Green Goddess Natural Foods
183 Newman Rd.
Lake Placid, NY 12946
(518) 523-4676
October Newsletter
Monthly Sales
Knudsen spritzers, Santa Cruz spritzers, Santa Cruz juices, Green Mountain Gringo salsas, Knudsen juices, Barbara’s fig bars, GT’s Kombucha, Bella Monica Gluten-free Pizza, Knudsen juice boxes, Ian’s Chicken Nuggets & Fish Sticks, Julie’s Ice Cream, Rudi’s Spelt Bread, Stahlbush Frozen Fruits & Veggies, Wholly Wholesome Pie Crust, Liberte Yogurt, Tofurky Sausage, Westsoy Seitan, Better Than Bouillon, Bionaturae Pasta, Blue Diamond Nut Thins, Cliff Bars, Canned Pumpkin, Good Health Potato Chips, If You Care Kitchen Products & Coffee Filters, Imagine Soups, Jyoti Indian Foods, Living Harvest Hempmilk, Reed’s Ginger Brew, Wellness Cat Food, Sun & Earth Dish Detergent, and more…
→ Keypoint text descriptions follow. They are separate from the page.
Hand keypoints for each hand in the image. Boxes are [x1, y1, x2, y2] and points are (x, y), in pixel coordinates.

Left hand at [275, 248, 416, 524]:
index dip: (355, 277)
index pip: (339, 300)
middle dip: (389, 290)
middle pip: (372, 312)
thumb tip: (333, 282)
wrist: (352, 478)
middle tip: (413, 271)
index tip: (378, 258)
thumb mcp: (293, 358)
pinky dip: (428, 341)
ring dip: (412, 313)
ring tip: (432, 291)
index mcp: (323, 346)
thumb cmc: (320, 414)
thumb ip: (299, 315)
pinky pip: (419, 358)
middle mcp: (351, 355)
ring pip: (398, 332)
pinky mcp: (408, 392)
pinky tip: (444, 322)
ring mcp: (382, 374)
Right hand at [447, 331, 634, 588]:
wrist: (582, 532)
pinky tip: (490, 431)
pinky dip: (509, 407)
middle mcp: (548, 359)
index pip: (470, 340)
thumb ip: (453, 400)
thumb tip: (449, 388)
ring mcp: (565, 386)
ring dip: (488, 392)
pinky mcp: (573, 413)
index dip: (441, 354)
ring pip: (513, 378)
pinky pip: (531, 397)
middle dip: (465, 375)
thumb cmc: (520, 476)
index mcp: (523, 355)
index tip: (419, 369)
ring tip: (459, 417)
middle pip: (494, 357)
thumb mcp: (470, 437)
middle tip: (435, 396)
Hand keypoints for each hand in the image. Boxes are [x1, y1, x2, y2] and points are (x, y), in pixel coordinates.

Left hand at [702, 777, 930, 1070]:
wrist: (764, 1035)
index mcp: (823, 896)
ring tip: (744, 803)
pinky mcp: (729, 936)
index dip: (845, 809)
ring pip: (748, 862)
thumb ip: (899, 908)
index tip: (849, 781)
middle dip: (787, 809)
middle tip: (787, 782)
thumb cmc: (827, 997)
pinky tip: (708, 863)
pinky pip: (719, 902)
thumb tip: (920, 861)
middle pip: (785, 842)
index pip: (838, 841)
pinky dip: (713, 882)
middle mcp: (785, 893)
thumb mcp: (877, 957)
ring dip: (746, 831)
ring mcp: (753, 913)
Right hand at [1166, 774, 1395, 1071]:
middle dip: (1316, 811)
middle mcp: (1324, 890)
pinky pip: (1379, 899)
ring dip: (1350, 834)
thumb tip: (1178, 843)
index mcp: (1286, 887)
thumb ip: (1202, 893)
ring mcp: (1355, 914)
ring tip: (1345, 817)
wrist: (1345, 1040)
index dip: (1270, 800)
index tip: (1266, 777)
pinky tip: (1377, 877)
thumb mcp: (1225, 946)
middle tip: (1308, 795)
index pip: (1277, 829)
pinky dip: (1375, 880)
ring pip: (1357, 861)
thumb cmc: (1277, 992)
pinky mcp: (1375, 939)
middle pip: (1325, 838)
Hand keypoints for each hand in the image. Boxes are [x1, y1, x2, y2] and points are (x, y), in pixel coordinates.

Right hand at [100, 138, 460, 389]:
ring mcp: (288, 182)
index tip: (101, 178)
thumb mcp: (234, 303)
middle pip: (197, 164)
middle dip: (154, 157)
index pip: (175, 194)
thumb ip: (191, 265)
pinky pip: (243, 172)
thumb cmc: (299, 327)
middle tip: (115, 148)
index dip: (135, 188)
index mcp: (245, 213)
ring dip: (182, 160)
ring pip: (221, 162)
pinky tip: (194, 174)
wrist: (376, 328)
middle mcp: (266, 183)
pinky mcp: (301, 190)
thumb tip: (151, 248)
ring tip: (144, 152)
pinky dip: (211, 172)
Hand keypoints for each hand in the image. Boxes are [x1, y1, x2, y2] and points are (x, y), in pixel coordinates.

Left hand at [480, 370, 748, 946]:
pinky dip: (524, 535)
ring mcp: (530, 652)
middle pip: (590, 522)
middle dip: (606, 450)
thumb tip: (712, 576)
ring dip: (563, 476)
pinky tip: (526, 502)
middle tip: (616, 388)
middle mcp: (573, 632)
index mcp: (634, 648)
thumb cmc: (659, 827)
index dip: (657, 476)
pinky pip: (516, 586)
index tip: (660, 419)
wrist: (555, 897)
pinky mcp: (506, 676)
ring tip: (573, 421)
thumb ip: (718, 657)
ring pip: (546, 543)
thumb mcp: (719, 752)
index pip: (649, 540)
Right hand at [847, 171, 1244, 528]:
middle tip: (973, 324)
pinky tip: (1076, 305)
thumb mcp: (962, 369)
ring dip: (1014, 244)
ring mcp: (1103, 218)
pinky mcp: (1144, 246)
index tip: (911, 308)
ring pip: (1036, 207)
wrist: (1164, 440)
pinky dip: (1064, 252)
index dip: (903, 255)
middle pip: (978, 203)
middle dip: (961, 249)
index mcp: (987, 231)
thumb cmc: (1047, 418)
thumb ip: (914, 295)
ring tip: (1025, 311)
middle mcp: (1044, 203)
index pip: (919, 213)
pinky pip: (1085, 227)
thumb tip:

Green Goddess Cooking Classes Are Back!!
Where: Green Goddess Store Kitchen
When: Thursday November 4th from 6-8 p.m.
Cost: $20/person, $30/couple
Cuisine: Indian
Share an evening with friends and fellow store customers as we send our taste buds off to India. This class will be both informative & hands on as we learn about one of the most healthful cuisine’s in the world.
No experience necessary.
Sign up through the website, over the phone, or at the store. Prepayment is required and space is limited.
Recipe of the month: Butternut Squash Soup
Ingredients:
4 lb. (2 medium) butternut sqash
2 Tbs. organic canola oil
3 Large leeks, white parts only. Sliced and rinsed
1/4 cup peeled, minced fresh ginger
7 cups organic vegetable or chicken broth
1/2 cup fresh orange juice
2 Tsp. grated orange zest
1 1/2 cups peeled, cored, and chopped ripe pears
1/4 cup organic coconut milk
Directions:
Preheat oven to 375 F. Line rimmed baking sheet with aluminum foil.
Halve squash and remove seeds. Place squash cut-side down on baking sheet.
Pour 1/3 cup water around squash. Bake 45 minutes or until soft. Cool slightly, peel and mash.
Heat oil over medium heat in large, heavy-bottomed pot. Cook leeks 8 minutes, until soft.
Add ginger, and stir 2 minutes. Add broth, orange juice, and zest. Bring to boil.
Reduce heat, simmer 10 minutes. Add squash and simmer 10 minutes more.
Remove from heat, add pears, and coconut milk. Puree in batches in blender. Return to pot.
Add salt and white pepper to taste, if desired. Keep warm until serving.
Serves 8.
Recipe taken from Better Nutrition magazine located at the checkout counter in the store.